[Exercise requirements]:
Filter the records below and copy every line containing the word "lane".

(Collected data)
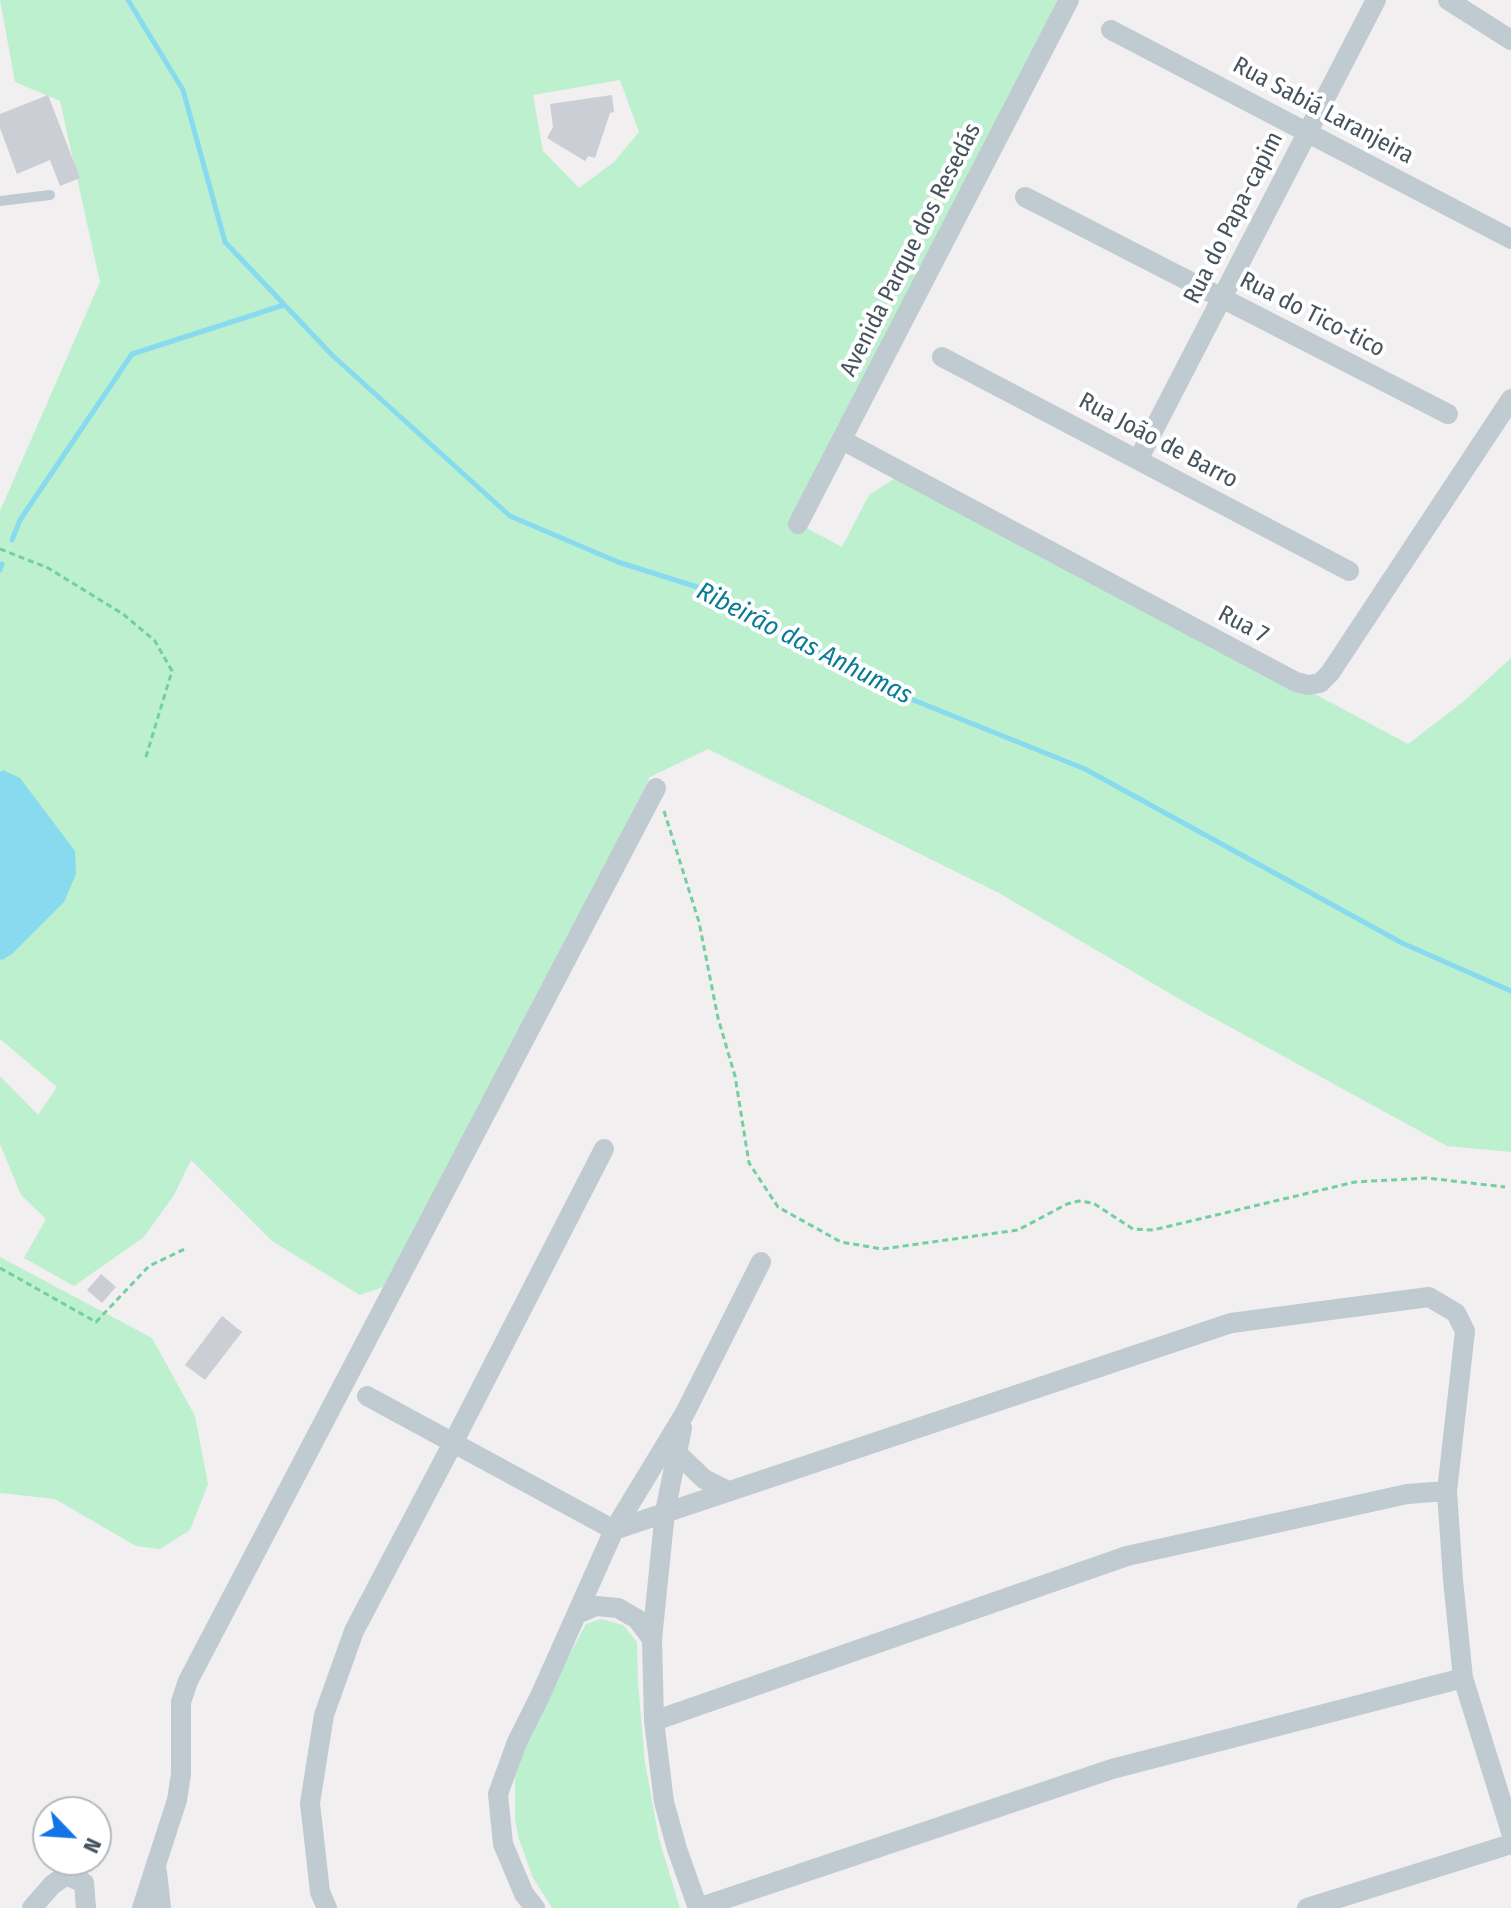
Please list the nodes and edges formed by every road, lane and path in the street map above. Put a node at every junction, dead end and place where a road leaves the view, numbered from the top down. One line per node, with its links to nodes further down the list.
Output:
1 (1069, 0): 15 (street, Avenida Parque dos Resedás)
2 (1376, 0): 6 (street, Rua do Papa-capim)
3 (1448, 0): 5 (street)
4 (1111, 30): 6 (street, Rua Sabiá Laranjeira)
5 (1511, 40)
6 (1307, 132): 10 (street, Rua Sabiá Laranjeira); 11 (street, Rua do Papa-capim)
7 (50, 195): 9 (lane)
8 (1025, 197): 11 (street, Rua do Tico-tico)
9 (0, 201)
10 (1511, 239)
11 (1222, 298): 14 (street, Rua do Tico-tico); 16 (street, Rua do Papa-capim)
12 (942, 357): 16 (street, Rua João de Barro)
13 (1511, 399): 15 (street, Rua 7)
14 (1448, 414)
15 (842, 440): 17 (street, Avenida Parque dos Resedás)
16 (1138, 460): 19 (street, Rua João de Barro)
17 (798, 524)
18 (0, 549): 20 (path)
19 (1349, 571)
20 (145, 760)
21 (656, 788): 23 (path); 41 (street)
22 (604, 1149): 29 (street)
23 (1505, 1187)
24 (187, 1248): 26 (path)
25 (761, 1262): 28 (street)
26 (0, 1268)
27 (367, 1396): 29 (street)
28 (685, 1413): 30 (street); 34 (street)
29 (453, 1443): 34 (street); 46 (street)
30 (677, 1453): 31 (street); 33 (street)
31 (728, 1491): 32 (street); 33 (street)
32 (1447, 1491): 37 (street); 38 (street)
33 (665, 1512): 34 (street); 36 (street)
34 (614, 1530): 35 (street)
35 (577, 1614): 36 (street); 47 (street)
36 (652, 1639): 38 (street)
37 (1463, 1678): 39 (street); 48 (street)
38 (654, 1721): 48 (street)
39 (1511, 1832)
40 (1511, 1844): 49 (street)
41 (156, 1859): 44 (street); 45 (street)
42 (32, 1908): 43 (street)
43 (86, 1908)
44 (142, 1908)
45 (161, 1908)
46 (327, 1908)
47 (535, 1908)
48 (698, 1908)
49 (1307, 1908)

[Response for this exercise]:
Please list the nodes and edges formed by every road, lane and path in the street map above. Put a node at every junction, dead end and place where a road leaves the view, numbered from the top down. One line per node, with its links to nodes further down the list.
7 (50, 195): 9 (lane)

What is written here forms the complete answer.